L’attore premio Oscar Ben Kingsley diventa Dalì, offrendo una performance da applausi che riesce a condensare il genio e la sregolatezza del maestro del futurismo. Il pluripremiato interprete inglese incarna magistralmente un artista che, arrivato alle battute finali della sua vita personale e artistica, si ritrova a dover fronteggiare i propri demoni.

Mary Harron realizza un biopic godibile che non mitizza il suo protagonista ma al contrario lo umanizza. In Daliland vediamo un Salvador Dalì vittima delle sue nevrosi e delle proprie ossessioni. Non era facile riuscire a narrare per immagini uno spaccato di vita di un individuo che ha fatto dell’astrazione la sua cifra stilistica. La pellicola in questione poteva essere più onirica e in alcuni momenti appare fin troppo didascalica; inoltre avrebbe giovato qualche volo pindarico. In certi momenti Daliland si regge interamente sulle spalle di Kingsley che però, come già detto in precedenza, dimostra di averle belle larghe.

Anche Barbara Sukowa nei panni della consorte di Dalì comunque se la cava egregiamente; Gala è una vera e propria ancora di salvezza per il pittore, il quale senza di lei si sente smarrito. Christopher Briney invece non risulta sufficientemente credibile nel ruolo di questo ragazzo ambizioso e totalmente dedito all’arte daliniana.

Daliland è il classico lungometraggio da far vedere nelle scuole che si fa seguire con interesse, ma non entusiasma. Sembra quasi che la Harron non abbia avuto il coraggio di cui avrebbe necessitato un’opera incentrata su un personaggio di tale caratura.
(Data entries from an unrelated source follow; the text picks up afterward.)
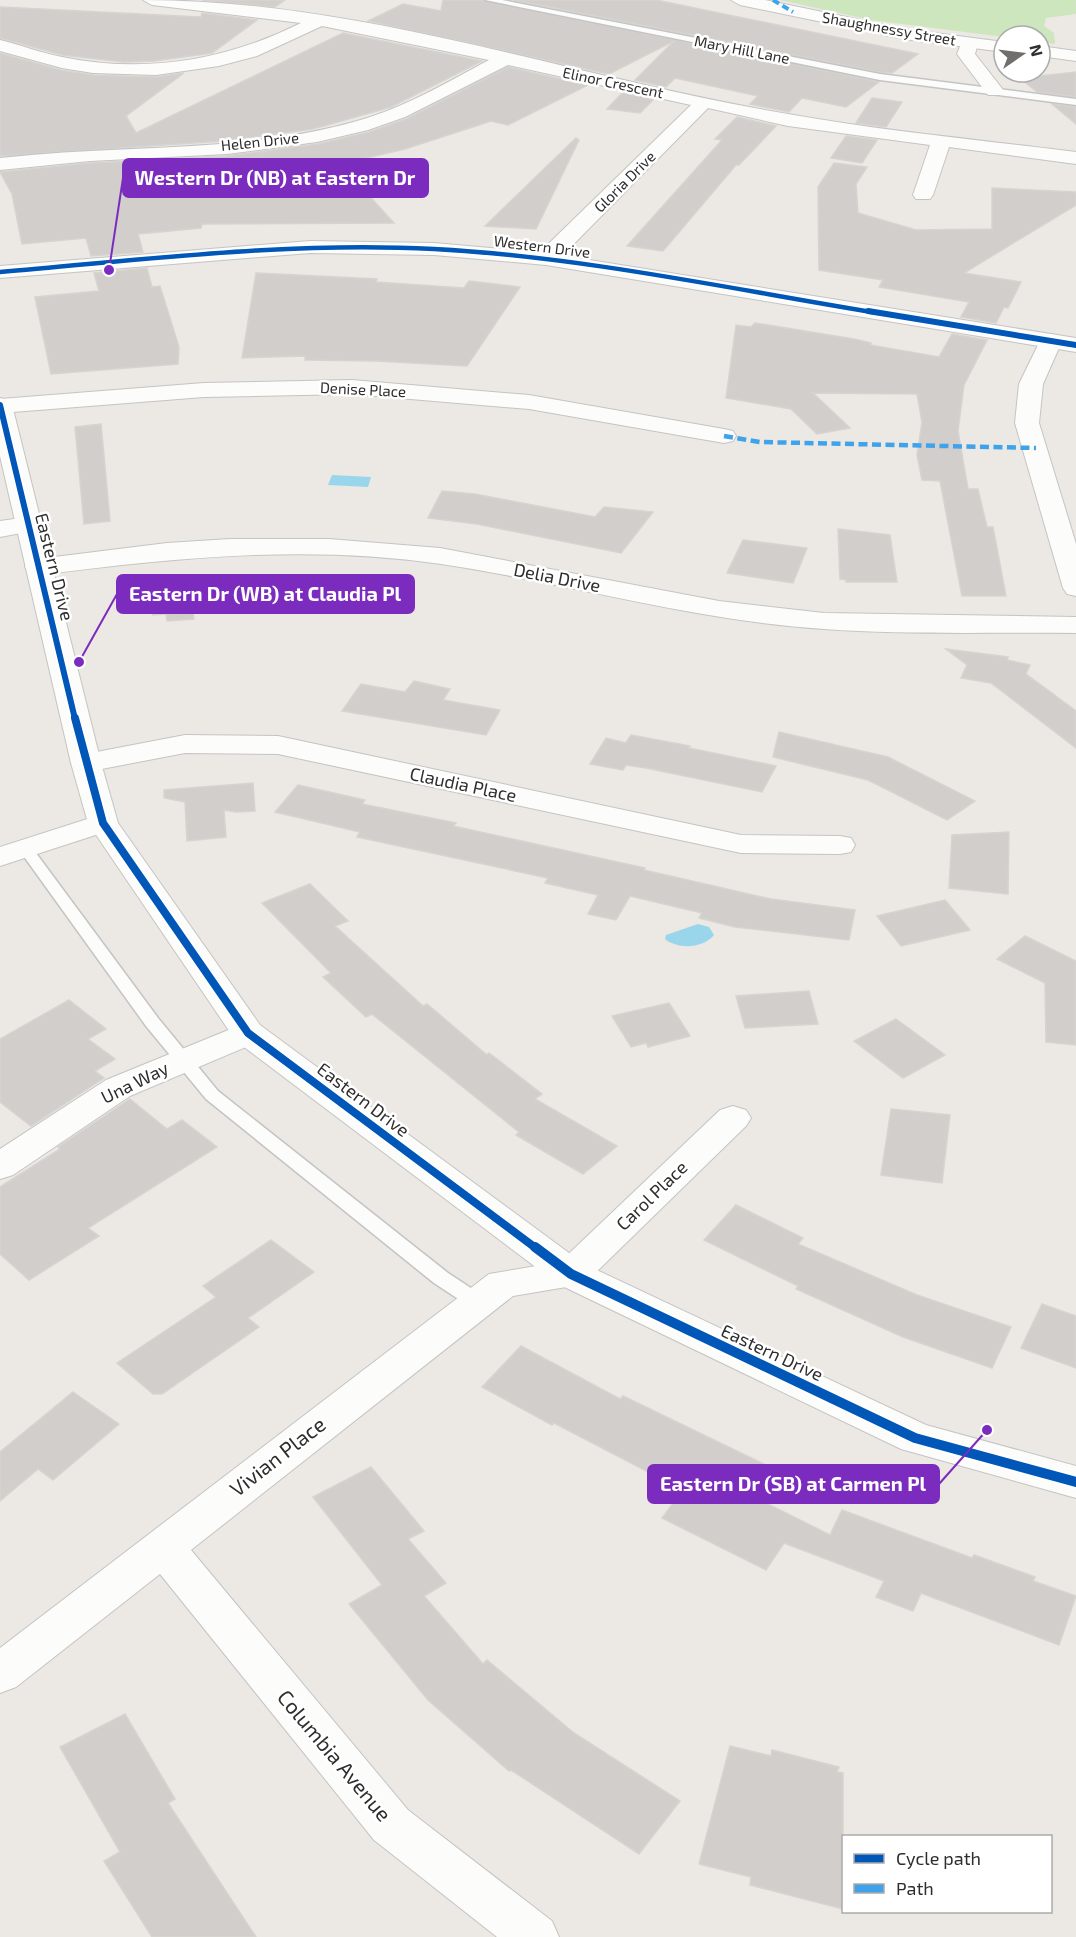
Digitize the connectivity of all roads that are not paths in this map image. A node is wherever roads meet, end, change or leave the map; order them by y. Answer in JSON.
{"nodes":[{"id":1,"x":152,"y":0,"type":"edge"},
{"id":2,"x":489,"y":0,"type":"edge"},
{"id":3,"x":740,"y":0,"type":"edge"},
{"id":4,"x":321,"y":20,"type":"junction"},
{"id":5,"x":969,"y":43,"type":"junction"},
{"id":6,"x":0,"y":45,"type":"edge"},
{"id":7,"x":992,"y":46,"type":"edge"},
{"id":8,"x":1052,"y":53,"type":"edge"},
{"id":9,"x":1076,"y":56,"type":"edge"},
{"id":10,"x":505,"y":59,"type":"junction"},
{"id":11,"x":995,"y":91,"type":"junction"},
{"id":12,"x":1076,"y":102,"type":"edge"},
{"id":13,"x":703,"y":103,"type":"junction"},
{"id":14,"x":940,"y":141,"type":"junction"},
{"id":15,"x":1076,"y":158,"type":"edge"},
{"id":16,"x":0,"y":164,"type":"edge"},
{"id":17,"x":923,"y":195,"type":"dead end"},
{"id":18,"x":546,"y":259,"type":"junction"},
{"id":19,"x":0,"y":272,"type":"edge"},
{"id":20,"x":1051,"y":341,"type":"junction"},
{"id":21,"x":1076,"y":345,"type":"edge"},
{"id":22,"x":0,"y":405,"type":"edge"},
{"id":23,"x":724,"y":436,"type":"dead end"},
{"id":24,"x":14,"y":527,"type":"edge"},
{"id":25,"x":38,"y":567,"type":"junction"},
{"id":26,"x":1076,"y":588,"type":"edge"},
{"id":27,"x":1076,"y":625,"type":"edge"},
{"id":28,"x":86,"y":763,"type":"junction"},
{"id":29,"x":103,"y":823,"type":"junction"},
{"id":30,"x":840,"y":845,"type":"dead end"},
{"id":31,"x":13,"y":852,"type":"edge"},
{"id":32,"x":248,"y":1033,"type":"junction"},
{"id":33,"x":183,"y":1060,"type":"junction"},
{"id":34,"x":733,"y":1118,"type":"dead end"},
{"id":35,"x":0,"y":1166,"type":"edge"},
{"id":36,"x":571,"y":1274,"type":"junction"},
{"id":37,"x":479,"y":1303,"type":"junction"},
{"id":38,"x":1076,"y":1482,"type":"edge"},
{"id":39,"x":162,"y":1546,"type":"junction"},
{"id":40,"x":0,"y":1674,"type":"edge"},
{"id":41,"x":535,"y":1937,"type":"edge"}],
"edges":[{"from":1,"to":4,"type":"street","name":"Elinor Crescent"},
{"from":2,"to":11,"type":"lane","name":"Mary Hill Lane"},
{"from":3,"to":5,"type":"street","name":"Shaughnessy Street"},
{"from":4,"to":6,"type":"street"},
{"from":4,"to":10,"type":"street","name":"Elinor Crescent"},
{"from":5,"to":7,"type":"street","name":"Shaughnessy Street"},
{"from":5,"to":11,"type":"street"},
{"from":8,"to":9,"type":"street"},
{"from":10,"to":13,"type":"street","name":"Elinor Crescent"},
{"from":10,"to":16,"type":"street","name":"Helen Drive"},
{"from":11,"to":12,"type":"lane","name":"Mary Hill Lane"},
{"from":13,"to":14,"type":"street","name":"Elinor Crescent"},
{"from":13,"to":18,"type":"street","name":"Gloria Drive"},
{"from":14,"to":15,"type":"street","name":"Elinor Crescent"},
{"from":14,"to":17,"type":"street"},
{"from":18,"to":19,"type":"street","name":"Western Drive"},
{"from":18,"to":20,"type":"street","name":"Western Drive"},
{"from":20,"to":21,"type":"street","name":"Western Drive"},
{"from":20,"to":26,"type":"street"},
{"from":22,"to":23,"type":"street","name":"Denise Place"},
{"from":22,"to":24,"type":"street","name":"Eastern Drive"},
{"from":24,"to":25,"type":"street","name":"Eastern Drive"},
{"from":25,"to":27,"type":"street","name":"Delia Drive"},
{"from":25,"to":28,"type":"street","name":"Eastern Drive"},
{"from":28,"to":29,"type":"street","name":"Eastern Drive"},
{"from":28,"to":30,"type":"street","name":"Claudia Place"},
{"from":29,"to":31,"type":"street"},
{"from":29,"to":32,"type":"street","name":"Eastern Drive"},
{"from":31,"to":33,"type":"lane"},
{"from":32,"to":33,"type":"street","name":"Una Way"},
{"from":32,"to":36,"type":"street","name":"Eastern Drive"},
{"from":33,"to":35,"type":"street","name":"Una Way"},
{"from":33,"to":37,"type":"lane"},
{"from":34,"to":36,"type":"street","name":"Carol Place"},
{"from":36,"to":37,"type":"street","name":"Vivian Place"},
{"from":36,"to":38,"type":"street","name":"Eastern Drive"},
{"from":37,"to":39,"type":"street","name":"Vivian Place"},
{"from":39,"to":40,"type":"street","name":"Vivian Place"},
{"from":39,"to":41,"type":"street","name":"Columbia Avenue"}]}
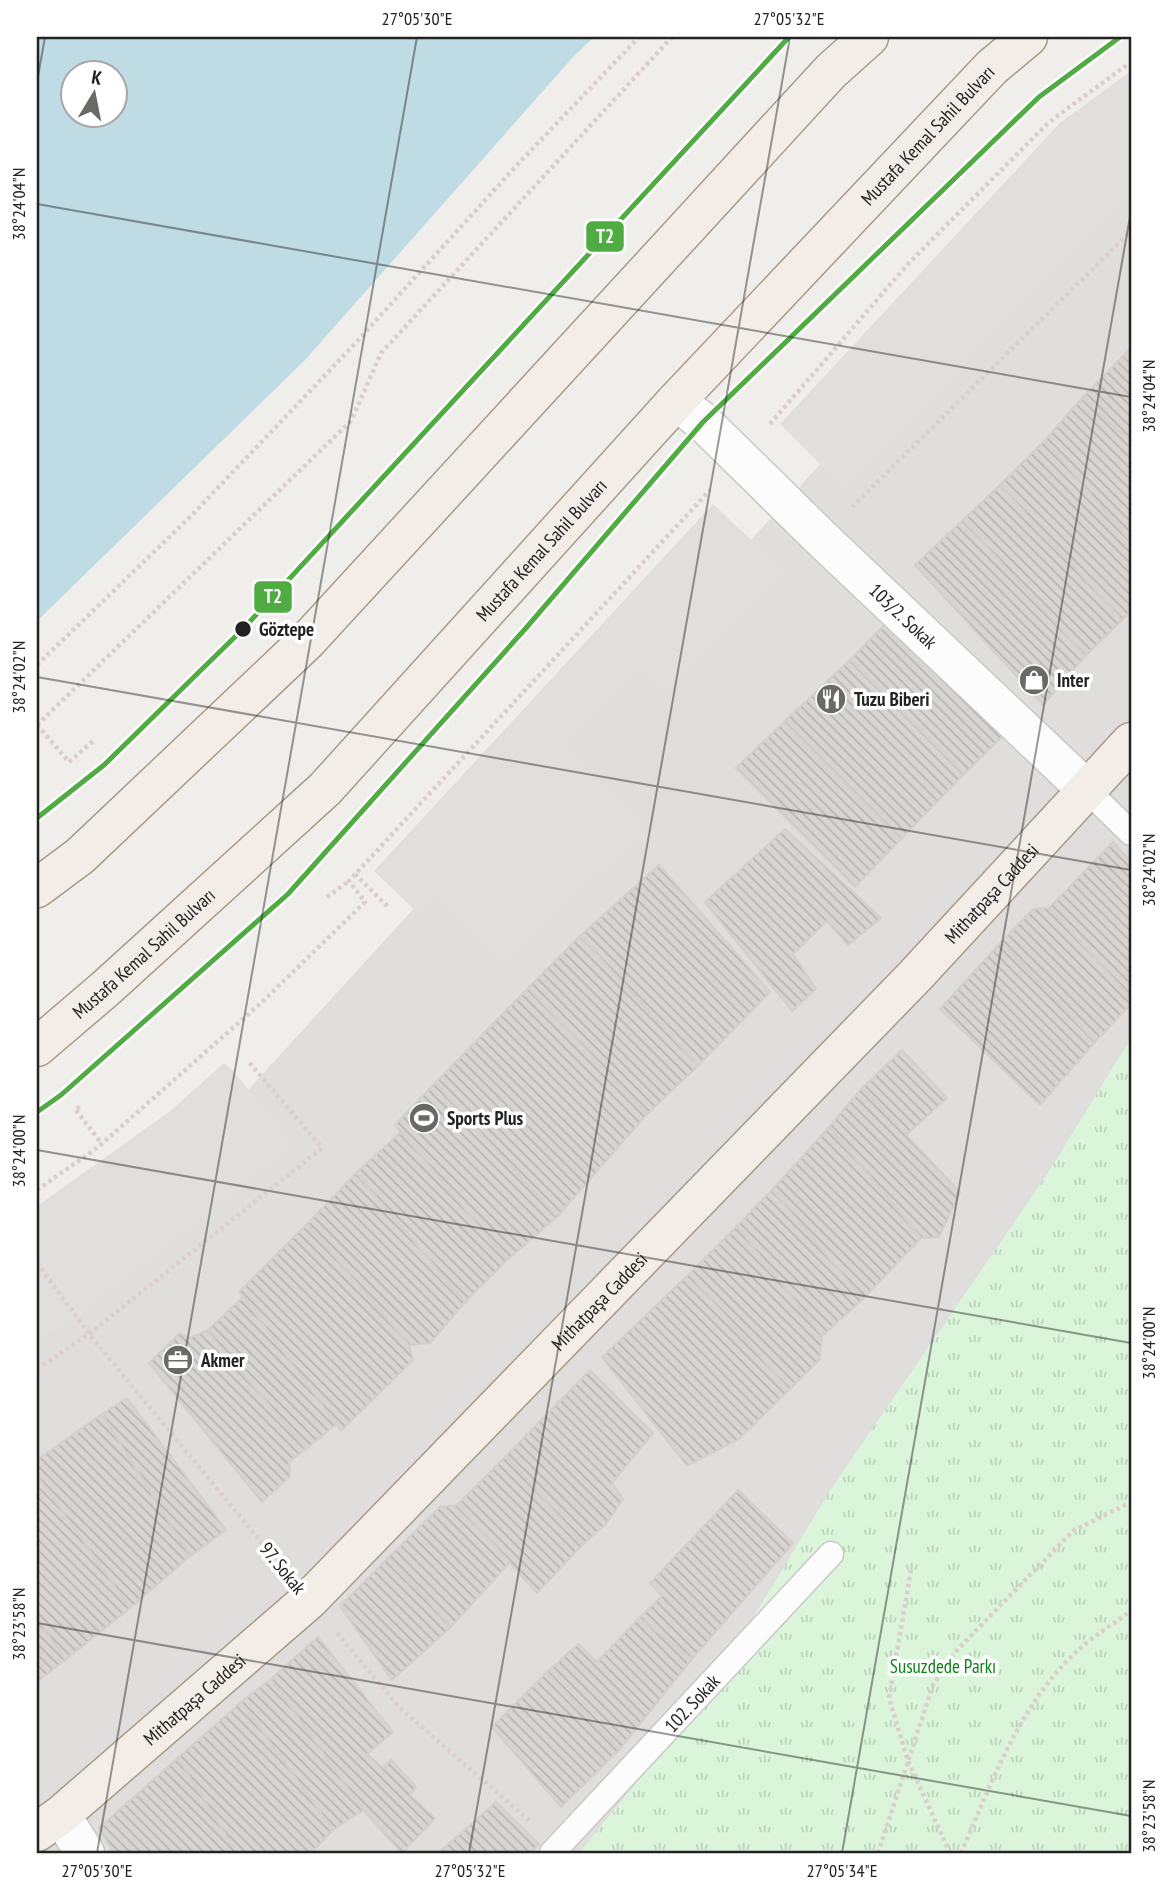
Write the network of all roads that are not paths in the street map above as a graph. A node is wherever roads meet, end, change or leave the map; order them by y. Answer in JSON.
{"nodes":[{"id":1,"x":869,"y":37,"type":"edge"},
{"id":2,"x":1028,"y":37,"type":"edge"},
{"id":3,"x":676,"y":401,"type":"junction"},
{"id":4,"x":1131,"y":743,"type":"edge"},
{"id":5,"x":1087,"y":790,"type":"junction"},
{"id":6,"x":1131,"y":833,"type":"edge"},
{"id":7,"x":37,"y":888,"type":"edge"},
{"id":8,"x":37,"y":1047,"type":"edge"},
{"id":9,"x":831,"y":1555,"type":"dead end"},
{"id":10,"x":49,"y":1824,"type":"edge"},
{"id":11,"x":555,"y":1849,"type":"edge"},
{"id":12,"x":85,"y":1853,"type":"edge"}],
"edges":[{"from":1,"to":7,"type":"main road"},
{"from":2,"to":3,"type":"main road","name":"Mustafa Kemal Sahil Bulvarı"},
{"from":3,"to":5,"type":"street","name":"103/2. Sokak"},
{"from":3,"to":8,"type":"main road","name":"Mustafa Kemal Sahil Bulvarı"},
{"from":4,"to":5,"type":"main road","name":"Mithatpaşa Caddesi"},
{"from":5,"to":6,"type":"lane","name":"103/2. Sokak"},
{"from":5,"to":10,"type":"main road","name":"Mithatpaşa Caddesi"},
{"from":9,"to":11,"type":"lane","name":"102. Sokak"},
{"from":10,"to":12,"type":"street"}]}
Nel film è spiegato in maniera esaustiva il processo creativo di Dalì e viene posto il focus sulle feste orgiastiche che era solito organizzare, sul suo voyeurismo e soprattutto sulla sua stravaganza. I molteplici primi piani enfatizzano tutto ciò.
Pertinente col significato più recondito della pellicola in questione risulta il seguente aforisma della rinomata scrittrice statunitense Anaïs Nin: “Tutto nasce sempre da un eccesso: la grande arte è nata da grandi terrori, grandi solitudini, grandi inibizioni, instabilità, e ogni volta le ha sapute equilibrare.”

Considerando gli aspetti positivi e negativi mi sento comunque di consigliare la visione dell’ultima fatica di Mary Harron. Scoprirete che, come lui stesso asserì, non era facile essere Salvador Dalì.